O’Doherty pointed to the recent Canada-European Union Comprehensive Economic and Trade Agreement (CETA) as an opportunity for both Canadian and Irish firms.
“CETA has eliminated restrictions on access to public contracts, so Canadian firms can apply for a municipal contract in the EU, and vice versa. If a product is tested here in Canada, it can go into Europe with no restrictions, and CETA also eases staff being sent to the EU to work,” O’Doherty said.
“One of the things Irish companies do which is certainly an advantage for Canadian companies is they’ll supply the product and fit the product, supplying it into the market and then sending people over to put it in place which saves resources for the Canadian companies in terms of labour,” he added.
Brexit is “the most significant economic challenge of past 50 years,” O’Doherty said. “We expect long-term, structural and disruptive change.”
Brexit may present new opportunities between Canada and Ireland, he added.
“The United Kingdom always has been and always will be our nearest and dearest trading partner but looking at new markets is something companies have to do. There’s great opportunities for Irish companies and for Canadian companies, especially on the supply chain side,” O’Doherty said.
CETA will also reduce trade friction once Brexit is enacted, he added, but the United Kingdom’s withdrawal from the European Union might also present some positives for Canadian firms.
“CETA’s aim is to reduce 98 per cent of tariffs on industrial goods between the European Union and Canada, so now more so than ever there’s an opportunity for Canadian companies to start supplying into the Irish market, and Brexit is also an opportunity for Canadian companies to set up a presence in Ireland,” O’Doherty said.

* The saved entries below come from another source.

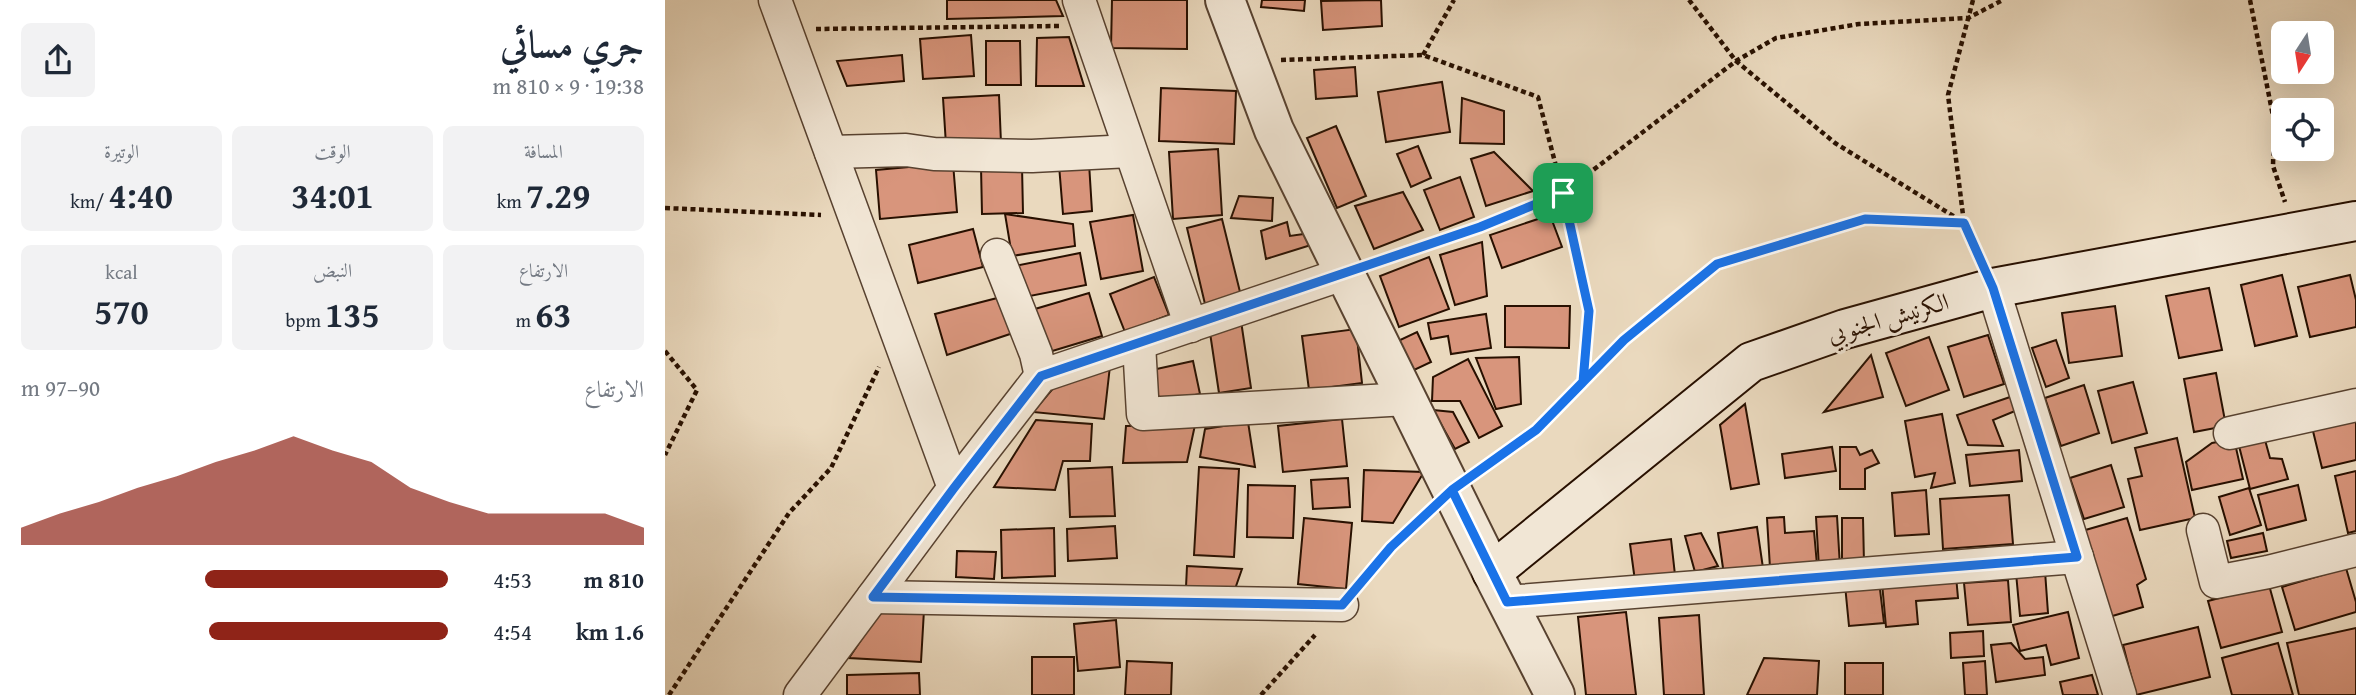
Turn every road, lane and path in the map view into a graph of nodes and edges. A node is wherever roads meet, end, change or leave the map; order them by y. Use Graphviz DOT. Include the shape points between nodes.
graph roads {
  1 [pos="775,0"];
  2 [pos="1226,0"];
  3 [pos="1454,0"];
  4 [pos="1689,0"];
  5 [pos="1973,0"];
  6 [pos="2003,0"];
  7 [pos="2250,0"];
  8 [pos="1083,12"];
  9 [pos="1968,18"];
  10 [pos="785,29"];
  11 [pos="1423,55"];
  12 [pos="1248,61"];
  13 [pos="1736,61"];
  14 [pos="1131,151"];
  15 [pos="831,152"];
  16 [pos="1563,193"];
  17 [pos="665,208"];
  18 [pos="854,216"];
  19 [pos="2356,221"];
  20 [pos="1964,223"];
  21 [pos="2296,233"];
  22 [pos="997,255"];
  23 [pos="1346,273"];
  24 [pos="1993,288"];
  25 [pos="1191,326"];
  26 [pos="896,330"];
  27 [pos="1139,344"];
  28 [pos="665,351"];
  29 [pos="1041,376"];
  30 [pos="1583,382"];
  31 [pos="1407,399"];
  32 [pos="2356,405"];
  33 [pos="2230,433"];
  34 [pos="665,455"];
  35 [pos="954,488"];
  36 [pos="1452,490"];
  37 [pos="2203,530"];
  38 [pos="2356,550"];
  39 [pos="2077,557"];
  40 [pos="1499,587"];
  41 [pos="873,597"];
  42 [pos="1342,605"];
  43 [pos="669,695"];
  44 [pos="800,695"];
  45 [pos="1261,695"];
  46 [pos="1555,695"];
  47 [pos="2120,695"];
  1 -- 10 [label="street"];
  2 -- 12 [label="main road"];
  3 -- 11 [label="path"];
  4 -- 13 [label="path"];
  5 -- 9 [label="path"];
  6 -- 9 [label="path"];
  7 -- 21 [label="path" via="2274,121 2273,166"];
  8 -- 10 [label="path"];
  8 -- 14 [label="street"];
  9 -- 13 [label="path" via="1859,24 1776,38"];
  9 -- 20 [label="path" via="1948,94"];
  10 -- 15 [label="street"];
  11 -- 12 [label="path"];
  11 -- 16 [label="path" via="1538,97"];
  12 -- 23 [label="main road" via="1274,130"];
  13 -- 16 [label="path"];
  13 -- 20 [label="path" via="1835,143"];
  14 -- 15 [label="street" via="1032,156"];
  14 -- 25 [label="street"];
  15 -- 18 [label="street"];
  16 -- 23 [label="path"];
  16 -- 30 [label="path" via="1589,311"];
  17 -- 18 [label="path"];
  18 -- 26 [label="street"];
  19 -- 21 [label="main road, الكرنيش الجنوبي"];
  20 -- 24 [label="path"];
  20 -- 30 [label="path" via="1865,219 1717,264 1624,340"];
  21 -- 24 [label="main road, الكرنيش الجنوبي"];
  22 -- 29 [label="street"];
  23 -- 25 [label="street"];
  23 -- 31 [label="main road"];
  24 -- 39 [label="street"];
  24 -- 40 [label="main road, الكرنيش الجنوبي" via="1845,329 1751,362"];
  25 -- 27 [label="street"];
  26 -- 35 [label="street"];
  26 -- 43 [label="path" via="831,468 789,513"];
  27 -- 29 [label="street"];
  27 -- 31 [label="street" via="1143,414"];
  28 -- 34 [label="path" via="697,390"];
  29 -- 35 [label="street"];
  30 -- 36 [label="path" via="1536,430"];
  31 -- 36 [label="main road"];
  32 -- 33 [label="street"];
  35 -- 41 [label="street"];
  36 -- 40 [label="main road"];
  36 -- 42 [label="path" via="1391,547"];
  37 -- 38 [label="street" via="2216,582"];
  39 -- 40 [label="street"];
  39 -- 47 [label="street"];
  40 -- 46 [label="main road"];
  41 -- 42 [label="street"];
  41 -- 44 [label="street"];
  42 -- 45 [label="path"];
}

“There are 70 Canadian companies employing over 10,000 people in the Irish economy and some of those companies set up operations in Ireland as a result of Brexit to ensure they can serve the EU market post-Brexit,” he added.
O’Doherty also expressed optimism at the prospects of future collaboration between Canada and Ireland.
“You look at the impact on the environment globally, and there’s opportunities for companies to make a difference here in Canada. In Ireland there are a number of highly innovative companies on the green innovation side, so I think there’s great opportunities for them to work in collaboration with Canadian companies to share their knowledge and work together on construction projects,” O’Doherty said.